* [Requirement]: Every entry in the following data should be output exactly.

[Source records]
—————

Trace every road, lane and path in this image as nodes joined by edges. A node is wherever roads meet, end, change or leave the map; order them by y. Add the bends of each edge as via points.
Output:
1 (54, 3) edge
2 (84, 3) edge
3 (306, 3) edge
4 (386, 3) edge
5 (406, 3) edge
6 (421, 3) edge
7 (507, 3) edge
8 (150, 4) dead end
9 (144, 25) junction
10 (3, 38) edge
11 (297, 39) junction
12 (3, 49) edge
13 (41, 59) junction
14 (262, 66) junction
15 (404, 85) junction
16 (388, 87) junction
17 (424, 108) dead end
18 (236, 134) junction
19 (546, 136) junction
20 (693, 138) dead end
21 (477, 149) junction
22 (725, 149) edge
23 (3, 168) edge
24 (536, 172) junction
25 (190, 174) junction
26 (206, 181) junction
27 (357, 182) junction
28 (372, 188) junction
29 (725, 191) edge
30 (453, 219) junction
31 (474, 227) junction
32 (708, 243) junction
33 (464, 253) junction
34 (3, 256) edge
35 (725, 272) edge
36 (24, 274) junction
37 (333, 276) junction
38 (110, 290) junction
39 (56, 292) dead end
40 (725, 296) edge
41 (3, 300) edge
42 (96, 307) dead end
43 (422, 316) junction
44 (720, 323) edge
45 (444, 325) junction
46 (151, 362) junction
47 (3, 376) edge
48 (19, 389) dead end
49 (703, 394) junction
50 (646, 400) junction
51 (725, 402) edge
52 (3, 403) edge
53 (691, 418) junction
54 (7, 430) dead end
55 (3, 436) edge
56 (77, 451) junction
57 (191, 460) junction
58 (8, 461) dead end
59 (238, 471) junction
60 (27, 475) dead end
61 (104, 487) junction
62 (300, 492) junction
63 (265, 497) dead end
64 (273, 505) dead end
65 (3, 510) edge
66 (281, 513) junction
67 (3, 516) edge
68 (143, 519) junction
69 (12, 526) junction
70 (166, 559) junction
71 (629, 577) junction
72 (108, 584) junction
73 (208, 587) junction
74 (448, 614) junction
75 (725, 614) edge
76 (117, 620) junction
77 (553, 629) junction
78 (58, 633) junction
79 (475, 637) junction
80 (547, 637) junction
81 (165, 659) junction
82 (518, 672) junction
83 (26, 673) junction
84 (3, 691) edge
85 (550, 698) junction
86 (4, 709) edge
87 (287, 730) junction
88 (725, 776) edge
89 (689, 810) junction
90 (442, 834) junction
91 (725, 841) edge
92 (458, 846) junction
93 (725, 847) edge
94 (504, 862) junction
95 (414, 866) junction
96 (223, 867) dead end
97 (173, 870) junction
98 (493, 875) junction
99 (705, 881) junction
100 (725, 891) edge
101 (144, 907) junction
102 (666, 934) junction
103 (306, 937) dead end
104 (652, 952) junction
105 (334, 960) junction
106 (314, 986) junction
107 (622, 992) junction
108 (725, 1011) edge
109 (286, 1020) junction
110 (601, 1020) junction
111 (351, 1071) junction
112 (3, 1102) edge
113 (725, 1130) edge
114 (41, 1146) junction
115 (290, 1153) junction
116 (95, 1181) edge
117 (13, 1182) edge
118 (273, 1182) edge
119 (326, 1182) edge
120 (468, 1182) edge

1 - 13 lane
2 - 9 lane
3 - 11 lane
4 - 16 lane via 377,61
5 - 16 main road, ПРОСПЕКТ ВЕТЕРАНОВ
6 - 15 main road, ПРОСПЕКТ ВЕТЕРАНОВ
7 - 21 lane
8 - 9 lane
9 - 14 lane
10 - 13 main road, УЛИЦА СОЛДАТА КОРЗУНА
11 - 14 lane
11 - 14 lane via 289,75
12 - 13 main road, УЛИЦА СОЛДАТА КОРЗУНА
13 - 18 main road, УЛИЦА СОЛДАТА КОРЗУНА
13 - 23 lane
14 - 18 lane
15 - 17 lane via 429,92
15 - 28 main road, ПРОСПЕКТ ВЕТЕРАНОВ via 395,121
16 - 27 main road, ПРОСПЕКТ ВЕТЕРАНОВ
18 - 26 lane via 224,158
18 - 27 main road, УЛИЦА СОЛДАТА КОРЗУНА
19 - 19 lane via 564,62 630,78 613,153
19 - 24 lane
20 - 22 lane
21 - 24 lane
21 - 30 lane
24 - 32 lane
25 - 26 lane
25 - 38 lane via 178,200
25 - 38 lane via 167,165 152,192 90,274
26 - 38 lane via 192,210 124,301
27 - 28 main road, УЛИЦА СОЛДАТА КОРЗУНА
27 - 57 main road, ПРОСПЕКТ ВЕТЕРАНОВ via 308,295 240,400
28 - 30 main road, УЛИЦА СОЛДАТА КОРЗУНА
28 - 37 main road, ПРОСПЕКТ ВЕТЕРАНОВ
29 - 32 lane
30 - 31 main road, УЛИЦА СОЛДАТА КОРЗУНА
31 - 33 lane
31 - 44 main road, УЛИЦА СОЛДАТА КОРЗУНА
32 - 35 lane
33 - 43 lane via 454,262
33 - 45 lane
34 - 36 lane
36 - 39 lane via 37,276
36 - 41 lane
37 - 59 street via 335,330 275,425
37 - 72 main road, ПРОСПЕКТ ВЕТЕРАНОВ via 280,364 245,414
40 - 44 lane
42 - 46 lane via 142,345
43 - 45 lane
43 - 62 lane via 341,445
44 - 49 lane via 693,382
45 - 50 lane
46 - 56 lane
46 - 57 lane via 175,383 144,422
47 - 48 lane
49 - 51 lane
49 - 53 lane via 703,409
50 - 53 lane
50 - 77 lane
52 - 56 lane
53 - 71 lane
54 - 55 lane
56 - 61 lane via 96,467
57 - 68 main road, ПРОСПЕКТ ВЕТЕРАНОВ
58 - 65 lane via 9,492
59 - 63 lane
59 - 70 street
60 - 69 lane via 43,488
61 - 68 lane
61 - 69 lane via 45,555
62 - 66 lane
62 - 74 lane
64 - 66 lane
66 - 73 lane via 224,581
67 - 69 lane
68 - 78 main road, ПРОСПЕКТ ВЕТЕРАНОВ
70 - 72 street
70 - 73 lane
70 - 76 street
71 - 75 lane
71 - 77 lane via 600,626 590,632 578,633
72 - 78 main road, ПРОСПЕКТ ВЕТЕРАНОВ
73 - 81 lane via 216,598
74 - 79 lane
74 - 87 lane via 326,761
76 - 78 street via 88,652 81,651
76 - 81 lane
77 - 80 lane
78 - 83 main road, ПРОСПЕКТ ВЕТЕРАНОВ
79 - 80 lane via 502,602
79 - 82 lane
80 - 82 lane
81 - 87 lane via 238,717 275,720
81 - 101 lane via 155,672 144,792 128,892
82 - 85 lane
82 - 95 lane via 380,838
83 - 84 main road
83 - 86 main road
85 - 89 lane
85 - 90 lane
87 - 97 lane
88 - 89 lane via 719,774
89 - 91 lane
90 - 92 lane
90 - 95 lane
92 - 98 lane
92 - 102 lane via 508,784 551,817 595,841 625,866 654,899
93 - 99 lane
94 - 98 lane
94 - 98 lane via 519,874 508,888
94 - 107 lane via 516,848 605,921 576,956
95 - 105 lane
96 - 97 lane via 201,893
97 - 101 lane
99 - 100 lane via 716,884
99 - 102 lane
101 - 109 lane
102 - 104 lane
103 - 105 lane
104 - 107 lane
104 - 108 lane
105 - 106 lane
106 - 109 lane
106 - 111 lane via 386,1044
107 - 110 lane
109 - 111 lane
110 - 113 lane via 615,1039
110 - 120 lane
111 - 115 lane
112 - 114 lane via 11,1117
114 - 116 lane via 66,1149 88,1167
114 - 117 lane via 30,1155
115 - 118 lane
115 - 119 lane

—————

* [Result]:
Trace every road, lane and path in this image as nodes joined by edges. A node is wherever roads meet, end, change or leave the map; order them by y. Add the bends of each edge as via points.
Output:
1 (54, 3) edge
2 (84, 3) edge
3 (306, 3) edge
4 (386, 3) edge
5 (406, 3) edge
6 (421, 3) edge
7 (507, 3) edge
8 (150, 4) dead end
9 (144, 25) junction
10 (3, 38) edge
11 (297, 39) junction
12 (3, 49) edge
13 (41, 59) junction
14 (262, 66) junction
15 (404, 85) junction
16 (388, 87) junction
17 (424, 108) dead end
18 (236, 134) junction
19 (546, 136) junction
20 (693, 138) dead end
21 (477, 149) junction
22 (725, 149) edge
23 (3, 168) edge
24 (536, 172) junction
25 (190, 174) junction
26 (206, 181) junction
27 (357, 182) junction
28 (372, 188) junction
29 (725, 191) edge
30 (453, 219) junction
31 (474, 227) junction
32 (708, 243) junction
33 (464, 253) junction
34 (3, 256) edge
35 (725, 272) edge
36 (24, 274) junction
37 (333, 276) junction
38 (110, 290) junction
39 (56, 292) dead end
40 (725, 296) edge
41 (3, 300) edge
42 (96, 307) dead end
43 (422, 316) junction
44 (720, 323) edge
45 (444, 325) junction
46 (151, 362) junction
47 (3, 376) edge
48 (19, 389) dead end
49 (703, 394) junction
50 (646, 400) junction
51 (725, 402) edge
52 (3, 403) edge
53 (691, 418) junction
54 (7, 430) dead end
55 (3, 436) edge
56 (77, 451) junction
57 (191, 460) junction
58 (8, 461) dead end
59 (238, 471) junction
60 (27, 475) dead end
61 (104, 487) junction
62 (300, 492) junction
63 (265, 497) dead end
64 (273, 505) dead end
65 (3, 510) edge
66 (281, 513) junction
67 (3, 516) edge
68 (143, 519) junction
69 (12, 526) junction
70 (166, 559) junction
71 (629, 577) junction
72 (108, 584) junction
73 (208, 587) junction
74 (448, 614) junction
75 (725, 614) edge
76 (117, 620) junction
77 (553, 629) junction
78 (58, 633) junction
79 (475, 637) junction
80 (547, 637) junction
81 (165, 659) junction
82 (518, 672) junction
83 (26, 673) junction
84 (3, 691) edge
85 (550, 698) junction
86 (4, 709) edge
87 (287, 730) junction
88 (725, 776) edge
89 (689, 810) junction
90 (442, 834) junction
91 (725, 841) edge
92 (458, 846) junction
93 (725, 847) edge
94 (504, 862) junction
95 (414, 866) junction
96 (223, 867) dead end
97 (173, 870) junction
98 (493, 875) junction
99 (705, 881) junction
100 (725, 891) edge
101 (144, 907) junction
102 (666, 934) junction
103 (306, 937) dead end
104 (652, 952) junction
105 (334, 960) junction
106 (314, 986) junction
107 (622, 992) junction
108 (725, 1011) edge
109 (286, 1020) junction
110 (601, 1020) junction
111 (351, 1071) junction
112 (3, 1102) edge
113 (725, 1130) edge
114 (41, 1146) junction
115 (290, 1153) junction
116 (95, 1181) edge
117 (13, 1182) edge
118 (273, 1182) edge
119 (326, 1182) edge
120 (468, 1182) edge

1 - 13 lane
2 - 9 lane
3 - 11 lane
4 - 16 lane via 377,61
5 - 16 main road, ПРОСПЕКТ ВЕТЕРАНОВ
6 - 15 main road, ПРОСПЕКТ ВЕТЕРАНОВ
7 - 21 lane
8 - 9 lane
9 - 14 lane
10 - 13 main road, УЛИЦА СОЛДАТА КОРЗУНА
11 - 14 lane
11 - 14 lane via 289,75
12 - 13 main road, УЛИЦА СОЛДАТА КОРЗУНА
13 - 18 main road, УЛИЦА СОЛДАТА КОРЗУНА
13 - 23 lane
14 - 18 lane
15 - 17 lane via 429,92
15 - 28 main road, ПРОСПЕКТ ВЕТЕРАНОВ via 395,121
16 - 27 main road, ПРОСПЕКТ ВЕТЕРАНОВ
18 - 26 lane via 224,158
18 - 27 main road, УЛИЦА СОЛДАТА КОРЗУНА
19 - 19 lane via 564,62 630,78 613,153
19 - 24 lane
20 - 22 lane
21 - 24 lane
21 - 30 lane
24 - 32 lane
25 - 26 lane
25 - 38 lane via 178,200
25 - 38 lane via 167,165 152,192 90,274
26 - 38 lane via 192,210 124,301
27 - 28 main road, УЛИЦА СОЛДАТА КОРЗУНА
27 - 57 main road, ПРОСПЕКТ ВЕТЕРАНОВ via 308,295 240,400
28 - 30 main road, УЛИЦА СОЛДАТА КОРЗУНА
28 - 37 main road, ПРОСПЕКТ ВЕТЕРАНОВ
29 - 32 lane
30 - 31 main road, УЛИЦА СОЛДАТА КОРЗУНА
31 - 33 lane
31 - 44 main road, УЛИЦА СОЛДАТА КОРЗУНА
32 - 35 lane
33 - 43 lane via 454,262
33 - 45 lane
34 - 36 lane
36 - 39 lane via 37,276
36 - 41 lane
37 - 59 street via 335,330 275,425
37 - 72 main road, ПРОСПЕКТ ВЕТЕРАНОВ via 280,364 245,414
40 - 44 lane
42 - 46 lane via 142,345
43 - 45 lane
43 - 62 lane via 341,445
44 - 49 lane via 693,382
45 - 50 lane
46 - 56 lane
46 - 57 lane via 175,383 144,422
47 - 48 lane
49 - 51 lane
49 - 53 lane via 703,409
50 - 53 lane
50 - 77 lane
52 - 56 lane
53 - 71 lane
54 - 55 lane
56 - 61 lane via 96,467
57 - 68 main road, ПРОСПЕКТ ВЕТЕРАНОВ
58 - 65 lane via 9,492
59 - 63 lane
59 - 70 street
60 - 69 lane via 43,488
61 - 68 lane
61 - 69 lane via 45,555
62 - 66 lane
62 - 74 lane
64 - 66 lane
66 - 73 lane via 224,581
67 - 69 lane
68 - 78 main road, ПРОСПЕКТ ВЕТЕРАНОВ
70 - 72 street
70 - 73 lane
70 - 76 street
71 - 75 lane
71 - 77 lane via 600,626 590,632 578,633
72 - 78 main road, ПРОСПЕКТ ВЕТЕРАНОВ
73 - 81 lane via 216,598
74 - 79 lane
74 - 87 lane via 326,761
76 - 78 street via 88,652 81,651
76 - 81 lane
77 - 80 lane
78 - 83 main road, ПРОСПЕКТ ВЕТЕРАНОВ
79 - 80 lane via 502,602
79 - 82 lane
80 - 82 lane
81 - 87 lane via 238,717 275,720
81 - 101 lane via 155,672 144,792 128,892
82 - 85 lane
82 - 95 lane via 380,838
83 - 84 main road
83 - 86 main road
85 - 89 lane
85 - 90 lane
87 - 97 lane
88 - 89 lane via 719,774
89 - 91 lane
90 - 92 lane
90 - 95 lane
92 - 98 lane
92 - 102 lane via 508,784 551,817 595,841 625,866 654,899
93 - 99 lane
94 - 98 lane
94 - 98 lane via 519,874 508,888
94 - 107 lane via 516,848 605,921 576,956
95 - 105 lane
96 - 97 lane via 201,893
97 - 101 lane
99 - 100 lane via 716,884
99 - 102 lane
101 - 109 lane
102 - 104 lane
103 - 105 lane
104 - 107 lane
104 - 108 lane
105 - 106 lane
106 - 109 lane
106 - 111 lane via 386,1044
107 - 110 lane
109 - 111 lane
110 - 113 lane via 615,1039
110 - 120 lane
111 - 115 lane
112 - 114 lane via 11,1117
114 - 116 lane via 66,1149 88,1167
114 - 117 lane via 30,1155
115 - 118 lane
115 - 119 lane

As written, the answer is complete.